It was simply an insane dream, but part of her wanted to grab onto it with both hands, “How?”

She buttoned from bottom to top, “Leave the details to me, but, if I could do it, would you want to?”

“Yes,” Dina said almost before Hanah even finished speaking. Rationality took the reins a moment later however, “Before we go ahead, I’d have to know what the plan is and we’d have to talk it all through first.”

She shook her head and smirked, “Of course, my darling.” Dressed now, she leaned down for a long, rapturous, goodbye kiss, taking her time as she felt her tongue caress hers and tasted her breath. The kiss broke with a soft pop, “But next time we will really have something to talk about between bouts of eating that lovely pussy until my tongue goes numb. Until next time, my heart.”

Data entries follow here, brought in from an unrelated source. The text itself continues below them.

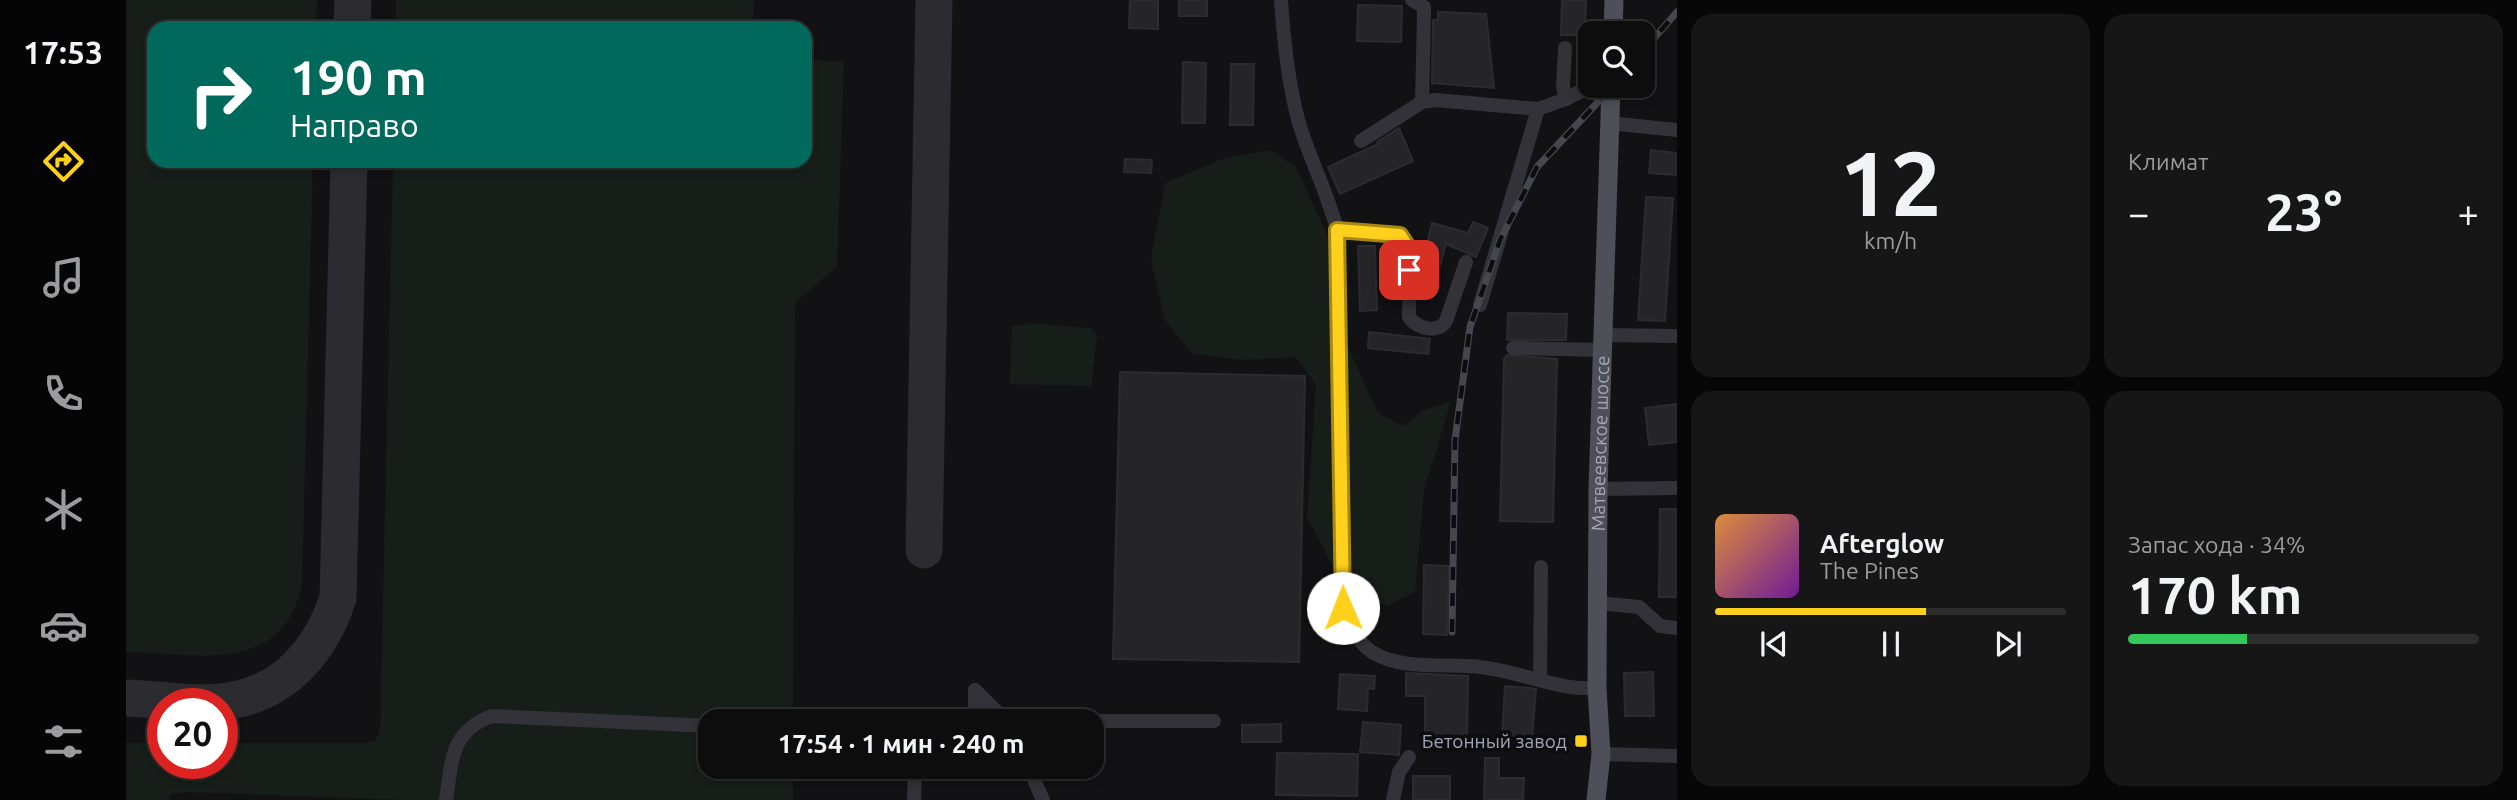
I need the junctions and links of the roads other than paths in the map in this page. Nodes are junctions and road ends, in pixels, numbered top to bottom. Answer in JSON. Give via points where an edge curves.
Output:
{"nodes":[{"id":1,"x":1281,"y":0,"type":"edge"},
{"id":2,"x":1412,"y":0,"type":"edge"},
{"id":3,"x":1614,"y":0,"type":"edge"},
{"id":4,"x":1613,"y":21,"type":"edge"},
{"id":5,"x":1565,"y":48,"type":"dead end"},
{"id":6,"x":1578,"y":93,"type":"edge"},
{"id":7,"x":1610,"y":98,"type":"edge"},
{"id":8,"x":1566,"y":99,"type":"junction"},
{"id":9,"x":1422,"y":102,"type":"junction"},
{"id":10,"x":1538,"y":109,"type":"junction"},
{"id":11,"x":1609,"y":123,"type":"junction"},
{"id":12,"x":1677,"y":130,"type":"edge"},
{"id":13,"x":1361,"y":141,"type":"dead end"},
{"id":14,"x":1337,"y":230,"type":"junction"},
{"id":15,"x":1466,"y":262,"type":"dead end"},
{"id":16,"x":1480,"y":305,"type":"dead end"},
{"id":17,"x":1677,"y":336,"type":"edge"},
{"id":18,"x":1603,"y":343,"type":"junction"},
{"id":19,"x":1513,"y":348,"type":"dead end"},
{"id":20,"x":1677,"y":488,"type":"edge"},
{"id":21,"x":1598,"y":489,"type":"junction"},
{"id":22,"x":1541,"y":566,"type":"dead end"},
{"id":23,"x":1598,"y":603,"type":"junction"},
{"id":24,"x":1677,"y":628,"type":"edge"},
{"id":25,"x":1540,"y":680,"type":"junction"},
{"id":26,"x":1597,"y":688,"type":"junction"},
{"id":27,"x":975,"y":709,"type":"edge"},
{"id":28,"x":994,"y":709,"type":"edge"},
{"id":29,"x":1214,"y":721,"type":"dead end"},
{"id":30,"x":1104,"y":722,"type":"edge"},
{"id":31,"x":698,"y":725,"type":"edge"},
{"id":32,"x":1601,"y":754,"type":"junction"},
{"id":33,"x":1677,"y":756,"type":"edge"},
{"id":34,"x":1409,"y":757,"type":"dead end"},
{"id":35,"x":915,"y":779,"type":"edge"},
{"id":36,"x":1034,"y":779,"type":"edge"},
{"id":37,"x":446,"y":800,"type":"edge"},
{"id":38,"x":914,"y":800,"type":"edge"},
{"id":39,"x":1043,"y":800,"type":"edge"},
{"id":40,"x":1393,"y":800,"type":"edge"},
{"id":41,"x":1597,"y":800,"type":"edge"}],
"edges":[{"from":1,"to":14,"type":"street","via":[[1299,122]]},
{"from":2,"to":9,"type":"street","via":[[1424,7]]},
{"from":3,"to":4,"type":"main road"},
{"from":5,"to":8,"type":"street"},
{"from":6,"to":8,"type":"street"},
{"from":7,"to":11,"type":"main road","name":"Матвеевское шоссе"},
{"from":8,"to":10,"type":"street"},
{"from":9,"to":10,"type":"street"},
{"from":9,"to":13,"type":"street"},
{"from":10,"to":16,"type":"street"},
{"from":11,"to":12,"type":"street"},
{"from":11,"to":18,"type":"main road","name":"Матвеевское шоссе"},
{"from":14,"to":15,"type":"street","via":[[1400,235],[1406,240],[1410,250],[1409,317],[1414,324],[1435,330],[1446,321]]},
{"from":14,"to":25,"type":"street","via":[[1343,608],[1353,631],[1370,651],[1392,661],[1488,668]]},
{"from":17,"to":18,"type":"street"},
{"from":18,"to":19,"type":"street"},
{"from":18,"to":21,"type":"main road","name":"Матвеевское шоссе"},
{"from":20,"to":21,"type":"street"},
{"from":21,"to":23,"type":"main road","name":"Матвеевское шоссе"},
{"from":22,"to":25,"type":"street"},
{"from":23,"to":24,"type":"street","via":[[1639,607],[1660,626]]},
{"from":23,"to":26,"type":"main road","name":"Матвеевское шоссе"},
{"from":25,"to":26,"type":"street","via":[[1580,690]]},
{"from":26,"to":32,"type":"main road","name":"Матвеевское шоссе"},
{"from":27,"to":28,"type":"street","via":[[975,690]]},
{"from":29,"to":30,"type":"street"},
{"from":31,"to":37,"type":"street","via":[[492,716],[476,721],[459,738]]},
{"from":32,"to":33,"type":"street"},
{"from":32,"to":41,"type":"main road","name":"Матвеевское шоссе"},
{"from":34,"to":40,"type":"street","via":[[1399,772]]},
{"from":35,"to":38,"type":"street"},
{"from":36,"to":39,"type":"street"}]}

“Until then.” Her fingers brushed Hanah’s cheek as they parted and she watched the other go. They never arrived or left their meeting places at the same time. Dina loved that time when it was her turn to linger. The scent of them together lingered in the air and she usually spent the time remembering the best moments of this time, imagining the next, and daydreaming about the life that couldn’t be. She watched the lamplight dance along the walls and ceiling because the shapes could be anything; the possibilities were almost endless.

She had no idea what Hanah could plan to make their dreams possible. Honestly, she believed that nothing would come of it, but she found bliss for the next hour or so contemplating those possibilities and fashioning those dreams. Reality could go to the depths.

At least for a while.

She focused on those fantasies so completely on the way home in the hopes that that they might replenish the reservoir of endurance that she called upon to survive her days that she didn’t notice the tall, lean man watching her intently from across the street when she finally did leave the inn.

* * *

This is probably not a good idea. It’s the only idea, but it’s probably not a good one. That thought bounced around in her mind as she paced the living room of her small, modest home. Her grandmother had provided her with a few baubles since she had no other grandchildren to leave them to. They didn’t amount to a lot. She didn’t have the wealth to do anything she wished like the High Houses, but she was left with enough to have a nest egg and see her way through an emergency or two.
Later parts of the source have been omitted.